Here are a number of areas in which our experienced team can help Scottish residents with HMRC problems.

Sole traders and limited company directors may find themselves in serious amounts of personal debt if HMRC has implicated them in tax avoidance schemes. The Revenue has the jurisdiction to extract funds through DRD – Direct Recovery of Debts – even if you believe the tax scheme you utilised was above board. There are very few UK firms with the expertise to handle and address Accelerated Payment Notice enquiries – but at Scotland Debt Solutions we have amassed strong experience in a short space of time – you can read more here.

Personal liability for directors

If you’re a director, personal liability becomes a serious issue when your company starts to struggle financially. In the event of insolvency, repayment of an overdrawn directors’ loan account, for example, will be pursued by the insolvency practitioner to provide higher returns for unsecured creditors.

You may need to draw on personal finances, or even the equity in your home if a significant amount is repayable. Should a personal guarantee have been provided for business borrowing, the potential for your own bankruptcy increases.

Whether you’re a sole trader or company director, there are some initial steps you can take to deal with the threat from HMRC, however.

Check the information held by HMRC

Initially, you should ensure the information held by HMRC is accurate, and that the tax demand they’ve sent is valid. You may need to challenge their demand if you believe it’s incorrect, or you’ve made a mistake yourself and simply need time to correct it.

Time to Pay arrangement

A Time to Pay arrangement may be an option if your tax affairs have previously been up-to-date, and you contact HMRC quickly. When considering an offer of payment, they take various aspects of your financial situation into account, including the problem that initially caused the financial difficulty, the value of your assets, and how long it will take to pay the debt.

It’s a good idea to seek professional help when calculating an affordable repayment figure – if you renege on a Time to Pay arrangement the entire amount is likely to become due immediately.

What enforcement measures can HMRC take in relation to unpaid tax debt?

HMRC have a wide remit when it comes to enforcing debt. They take action swiftly and don’t always need a court order to do so, which is why it’s so important to let them know quickly about your inability to pay what you owe.

If you fail to pay your HMRC liabilities, you’ll receive a tax demand through the post. After this, they have a number of enforcement measures open to them, including:

Application of interest and financial penalties

The addition of interest and surcharges can make a relatively small debt unmanageable. You’ll incur a penalty if your tax return was submitted late, regardless of whether the amount due can be paid on time.

Debt collection agencies

HMRC may pass your case to a local debt collection agency, which could mean phone calls, emails and visits to your home or business premises. It’s worth knowing they have no right of entry, however, and are not allowed to seize any of your goods.

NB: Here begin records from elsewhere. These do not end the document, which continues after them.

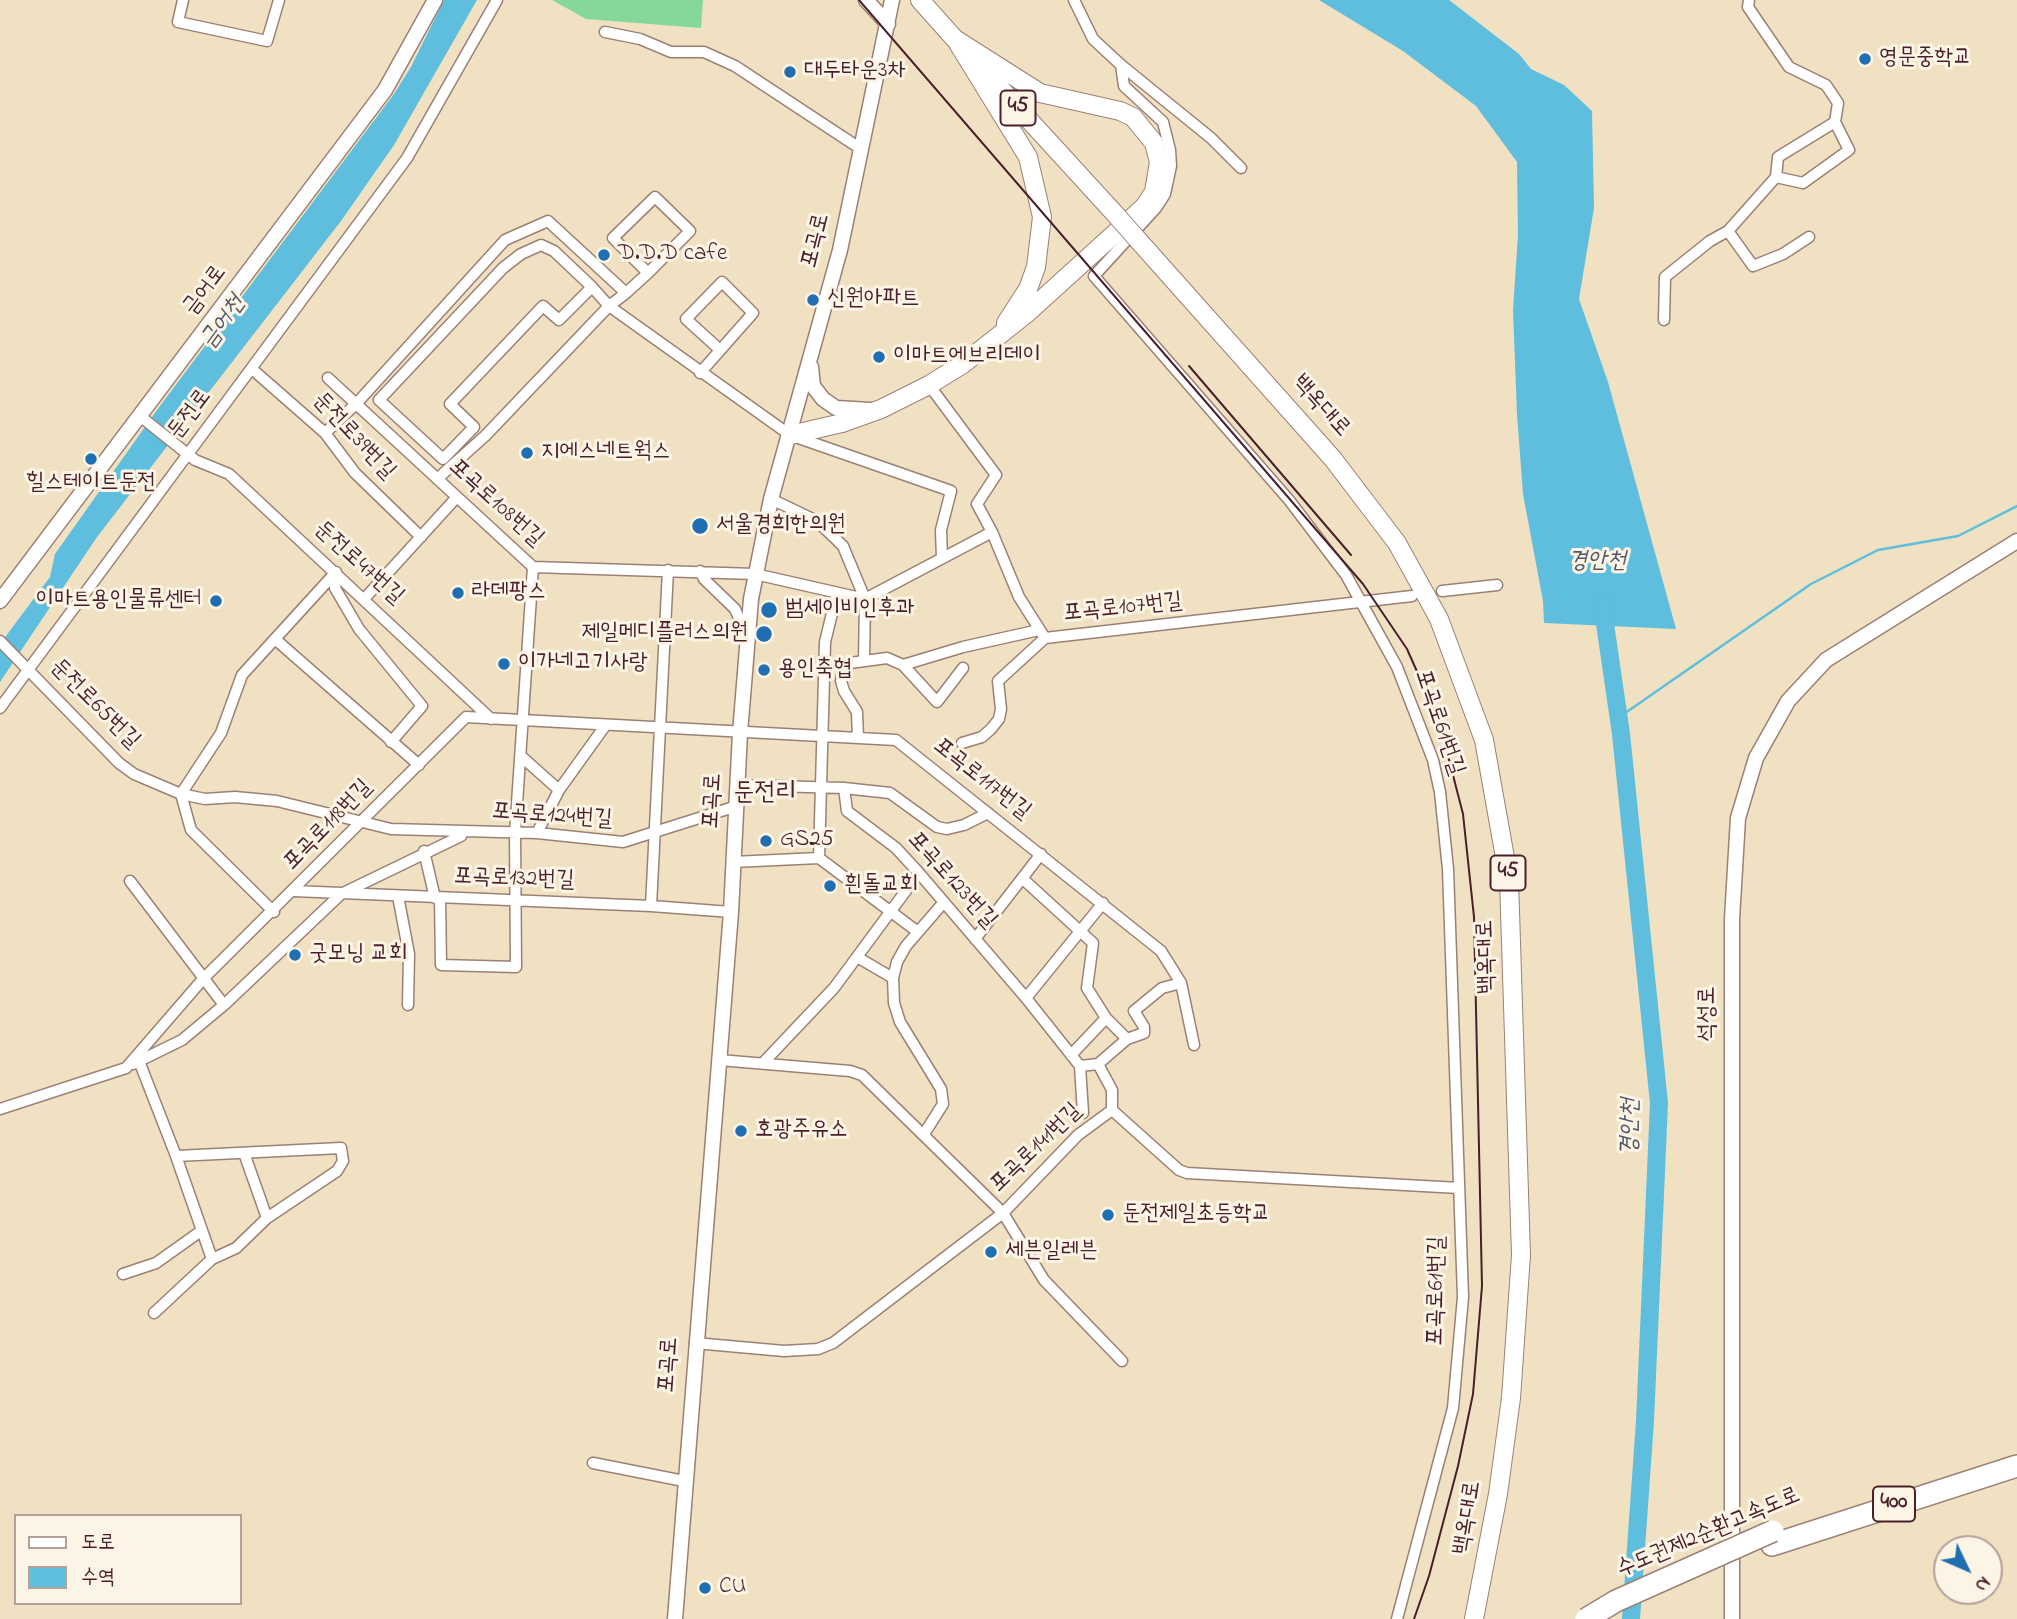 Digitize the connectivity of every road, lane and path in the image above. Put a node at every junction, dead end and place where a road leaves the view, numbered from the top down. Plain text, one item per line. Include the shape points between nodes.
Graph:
1 (183, 0) edge
2 (279, 0) edge
3 (435, 0) edge
4 (497, 0) edge
5 (866, 0) edge
6 (892, 0) edge
7 (921, 0) edge
8 (1074, 0) edge
9 (1749, 0) edge
10 (888, 24) junction
11 (606, 32) dead end
12 (955, 39) junction
13 (1121, 65) junction
14 (1835, 122) junction
15 (861, 149) junction
16 (1241, 168) dead end
17 (1776, 177) junction
18 (1728, 231) junction
19 (1809, 237) dead end
20 (648, 273) junction
21 (592, 287) junction
22 (626, 293) junction
23 (609, 306) junction
24 (1664, 320) dead end
25 (988, 347) junction
26 (719, 349) junction
27 (809, 358) junction
28 (252, 369) junction
29 (700, 373) junction
30 (328, 378) dead end
31 (929, 385) junction
32 (356, 404) junction
33 (881, 409) junction
34 (141, 416) junction
35 (325, 433) junction
36 (790, 435) junction
37 (188, 454) junction
38 (437, 480) junction
39 (456, 498) junction
40 (771, 499) junction
41 (992, 532) junction
42 (421, 537) junction
43 (2017, 541) edge
44 (942, 558) junction
45 (533, 567) junction
46 (668, 570) junction
47 (700, 571) junction
48 (336, 572) junction
49 (755, 574) junction
50 (1497, 585) dead end
51 (1442, 591) dead end
52 (837, 593) junction
53 (1412, 596) dead end
54 (365, 598) junction
55 (865, 599) junction
56 (0, 601) edge
57 (1364, 603) junction
58 (746, 634) junction
59 (1042, 634) junction
60 (275, 639) junction
61 (0, 641) edge
62 (864, 661) junction
63 (903, 665) junction
64 (26, 666) junction
65 (964, 668) dead end
66 (0, 708) edge
67 (491, 719) junction
68 (525, 721) junction
69 (605, 726) junction
70 (658, 729) junction
71 (740, 733) junction
72 (824, 735) junction
73 (858, 737) junction
74 (391, 742) junction
75 (962, 743) dead end
76 (522, 757) junction
77 (419, 765) junction
78 (738, 785) junction
79 (821, 787) junction
80 (844, 788) junction
81 (559, 790) junction
82 (181, 794) junction
83 (737, 806) junction
84 (988, 813) junction
85 (360, 822) junction
86 (656, 831) junction
87 (470, 833) junction
88 (515, 833) junction
89 (537, 833) junction
90 (424, 851) junction
91 (1041, 854) junction
92 (819, 858) junction
93 (733, 862) junction
94 (919, 873) junction
95 (1023, 879) junction
96 (130, 881) dead end
97 (294, 891) junction
98 (341, 894) junction
99 (398, 896) junction
100 (437, 898) junction
101 (517, 900) junction
102 (944, 902) junction
103 (1103, 903) junction
104 (651, 906) junction
105 (889, 910) junction
106 (274, 912) junction
107 (731, 912) junction
108 (1082, 930) junction
109 (918, 932) junction
110 (975, 939) junction
111 (857, 957) junction
112 (893, 978) junction
113 (204, 979) junction
114 (1181, 983) junction
115 (1026, 998) junction
116 (224, 1005) junction
117 (408, 1005) dead end
118 (1106, 1018) junction
119 (1127, 1039) junction
120 (1194, 1045) dead end
121 (1071, 1055) junction
122 (719, 1060) junction
123 (139, 1061) junction
124 (763, 1063) junction
125 (1098, 1064) junction
126 (1080, 1066) junction
127 (126, 1068) junction
128 (0, 1109) edge
129 (1112, 1110) junction
130 (1083, 1113) dead end
131 (924, 1134) junction
132 (244, 1153) junction
133 (176, 1156) junction
134 (1459, 1188) junction
135 (1003, 1213) junction
136 (267, 1218) junction
137 (201, 1231) junction
138 (212, 1259) junction
139 (122, 1274) dead end
140 (154, 1313) dead end
141 (695, 1343) junction
142 (1122, 1361) dead end
143 (2017, 1453) edge
144 (593, 1463) dead end
145 (2017, 1466) edge
146 (2017, 1475) edge
147 (684, 1481) junction
148 (1932, 1492) junction
149 (1772, 1538) junction
150 (675, 1619) edge
151 (1397, 1619) edge
152 (1474, 1619) edge
153 (1586, 1619) edge
154 (1613, 1619) edge
155 (1732, 1619) edge

1 - 2 street via 178,22 267,41
3 - 34 street, 금어로 via 385,90
4 - 28 street, 둔전로 via 407,158
5 - 10 street
6 - 10 street, 포곡로
7 - 12 main road, 45
8 - 13 street, 포곡로61번길 via 1094,38
9 - 14 street via 1748,7 1789,68 1826,85 1838,103
10 - 15 street, 포곡로
11 - 15 street via 671,52 704,52 735,66
12 - 25 main road via 1028,157 1042,217 1036,267 1028,289
12 - 25 main road via 1040,93 1133,117 1154,143 1159,162 1154,192 1144,207
12 - 152 main road, 백옥대로 / 45, bridge via 1334,459 1397,543 1439,619 1484,740 1509,880 1521,1255 1509,1412
13 - 16 street
13 - 57 street, 포곡로61번길 via 1124,86 1163,122 1171,166 1165,194 1156,208 1094,276 1289,500
14 - 17 street via 1778,157
14 - 17 street via 1849,150 1803,183
15 - 27 street, 포곡로 via 840,250
17 - 18 street
18 - 19 street via 1753,266
18 - 24 street via 1665,277
20 - 20 street via 690,231 655,197 613,238
20 - 22 street
21 - 21 street via 554,251 541,245 522,254 503,268 379,400 443,459 474,427 450,404 543,306 559,320
21 - 23 street
22 - 23 street
22 - 32 street via 548,221 505,240
23 - 29 street
23 - 38 street
25 - 31 main road
26 - 26 street via 753,313 722,282 686,319
26 - 29 street
27 - 33 street via 813,386 830,403 852,411
27 - 36 street, 포곡로
28 - 35 street, 둔전로39번길
28 - 37 street, 둔전로
29 - 36 street
30 - 32 street, 포곡로108번길
31 - 33 main road
31 - 41 street, 포곡로107번길 via 996,475 978,504
32 - 35 street
32 - 38 street, 포곡로108번길
33 - 36 main road
34 - 37 street, 둔전로47번길
34 - 56 street, 금어로
35 - 42 street, 둔전로39번길 via 355,473
36 - 40 street, 포곡로
36 - 44 street via 951,491 941,530
37 - 48 street, 둔전로47번길 via 229,474
37 - 64 street, 둔전로
38 - 39 street, 포곡로108번길
39 - 42 street
39 - 45 street, 포곡로108번길
40 - 49 street, 포곡로
40 - 55 street via 817,521 844,546
41 - 44 street
41 - 59 street, 포곡로107번길 via 1011,581
42 - 54 street
43 - 155 street, 석성로 via 1826,660 1787,701 1762,747 1738,818 1732,919
44 - 55 street
45 - 46 street, 포곡로108번길
45 - 68 street
46 - 47 street, 포곡로108번길
46 - 70 street
47 - 49 street, 포곡로108번길
47 - 58 street via 735,609
48 - 54 street, 둔전로47번길
48 - 60 street
48 - 74 street via 335,588 359,629 422,706
49 - 52 street
49 - 58 street, 포곡로
50 - 51 street
52 - 55 street
52 - 72 street via 825,642
53 - 57 street, 포곡로107번길
54 - 67 street, 둔전로47번길
55 - 62 street
57 - 59 street, 포곡로107번길
57 - 134 street, 포곡로61번길 via 1415,711 1433,760 1446,824
58 - 71 street, 포곡로
59 - 63 street via 963,647
59 - 75 street via 998,681 1001,709 991,729
60 - 74 street
60 - 82 street via 242,675 221,733
61 - 64 street, 둔전로65번길
62 - 63 street via 887,657
62 - 73 street via 850,663 841,681 857,712
63 - 65 street via 937,702
64 - 66 street, 둔전로
64 - 82 street, 둔전로65번길 via 119,763
67 - 68 street, 포곡로118번길
67 - 77 street, 포곡로118번길 via 466,717
68 - 69 street, 포곡로118번길
68 - 76 street
69 - 70 street, 포곡로118번길
69 - 81 street
70 - 71 street, 포곡로118번길
70 - 86 street
71 - 72 street, 포곡로117번길
71 - 78 street, 포곡로
72 - 73 street, 포곡로117번길
72 - 79 street
73 - 84 street, 포곡로117번길 via 896,740
74 - 77 street
76 - 81 street
76 - 88 street
77 - 85 street, 포곡로118번길
78 - 79 street
78 - 83 street, 포곡로
79 - 80 street
79 - 92 street
80 - 84 street via 890,793 937,827 947,829
80 - 94 street, 포곡로123번길 via 847,811 896,848
81 - 89 street
82 - 85 street, 둔전로65번길 via 277,802
82 - 106 street via 191,830
83 - 86 street, 포곡로124번길
83 - 93 street, 포곡로
84 - 91 street, 포곡로117번길
85 - 87 street, 포곡로124번길 via 391,829
85 - 97 street, 포곡로118번길
86 - 89 street, 포곡로124번길 via 623,842
86 - 104 street
87 - 88 street, 포곡로124번길
87 - 90 street
88 - 89 street, 포곡로124번길
88 - 101 street
90 - 98 street
90 - 100 street
91 - 95 street
91 - 103 street, 포곡로117번길
92 - 93 street
92 - 105 street
93 - 107 street, 포곡로
94 - 102 street, 포곡로123번길
94 - 105 street
95 - 108 street
95 - 110 street
96 - 113 street
97 - 98 street, 포곡로132번길
97 - 106 street, 포곡로118번길
98 - 99 street, 포곡로132번길
98 - 116 street
99 - 100 street, 포곡로132번길
99 - 117 street via 409,954
100 - 101 street, 포곡로132번길
100 - 101 street via 441,965 516,967
101 - 104 street, 포곡로132번길
102 - 109 street
102 - 110 street, 포곡로123번길
103 - 108 street
103 - 114 street, 포곡로117번길 via 1161,951
104 - 107 street, 포곡로132번길
105 - 109 street
105 - 111 street
106 - 113 street, 포곡로118번길
107 - 122 street, 포곡로
108 - 115 street
108 - 118 street via 1093,943 1087,988
109 - 112 street via 897,962
110 - 115 street, 포곡로123번길
111 - 112 street
111 - 124 street
112 - 131 street via 900,1022 941,1089 943,1104
113 - 116 street
113 - 127 street, 포곡로118번길
114 - 119 street via 1162,988 1139,1005 1134,1011 1144,1033
114 - 120 street
115 - 121 street, 포곡로123번길
116 - 123 street via 182,1040
118 - 119 street
118 - 121 street
119 - 125 street
121 - 126 street, 포곡로123번길
122 - 124 street, 포곡로141번길
122 - 141 street, 포곡로
123 - 127 street
123 - 133 street
124 - 131 street, 포곡로141번길 via 862,1075
125 - 126 street
125 - 129 street via 1112,1090
126 - 130 street
127 - 128 street
129 - 134 street, 포곡로141번길 via 1187,1173
129 - 135 street, 포곡로141번길 via 1078,1135
131 - 135 street, 포곡로141번길
132 - 133 street
132 - 136 street
132 - 136 street via 341,1148 337,1171
133 - 137 street
134 - 151 street, 포곡로61번길 via 1463,1297 1453,1408
135 - 141 street via 834,1343 784,1352
135 - 142 street via 1044,1280
136 - 138 street via 236,1248
137 - 138 street
137 - 139 street via 156,1263
138 - 140 street
141 - 147 street, 포곡로
143 - 149 highway, 수도권제2순환고속도로 / 400
144 - 147 street
145 - 148 highway, 수도권제2순환고속도로 / 400
146 - 148 highway
147 - 150 street, 포곡로
148 - 149 highway, 수도권제2순환고속도로 / 400
149 - 153 highway, 수도권제2순환고속도로 / 400, bridge via 1628,1596
149 - 154 highway, 수도권제2순환고속도로 / 400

You may be able to reach a repayment agreement with the debt collection agency, and it’s a good idea to send them a copy of your budget plan along with any offer you put forward.

Summary Warrant

This is an order of the court that allows HMRC to take further enforcement measures to recover their debt. It is issued by the Sheriff’s Court, and must be followed up by a ‘charge for payment’ which gives you 14 days in which to pay.


HMRC can also apply to the Sheriff’s Court for a decree. This makes the debt official, and again, will be followed by a 14-day charge for payment.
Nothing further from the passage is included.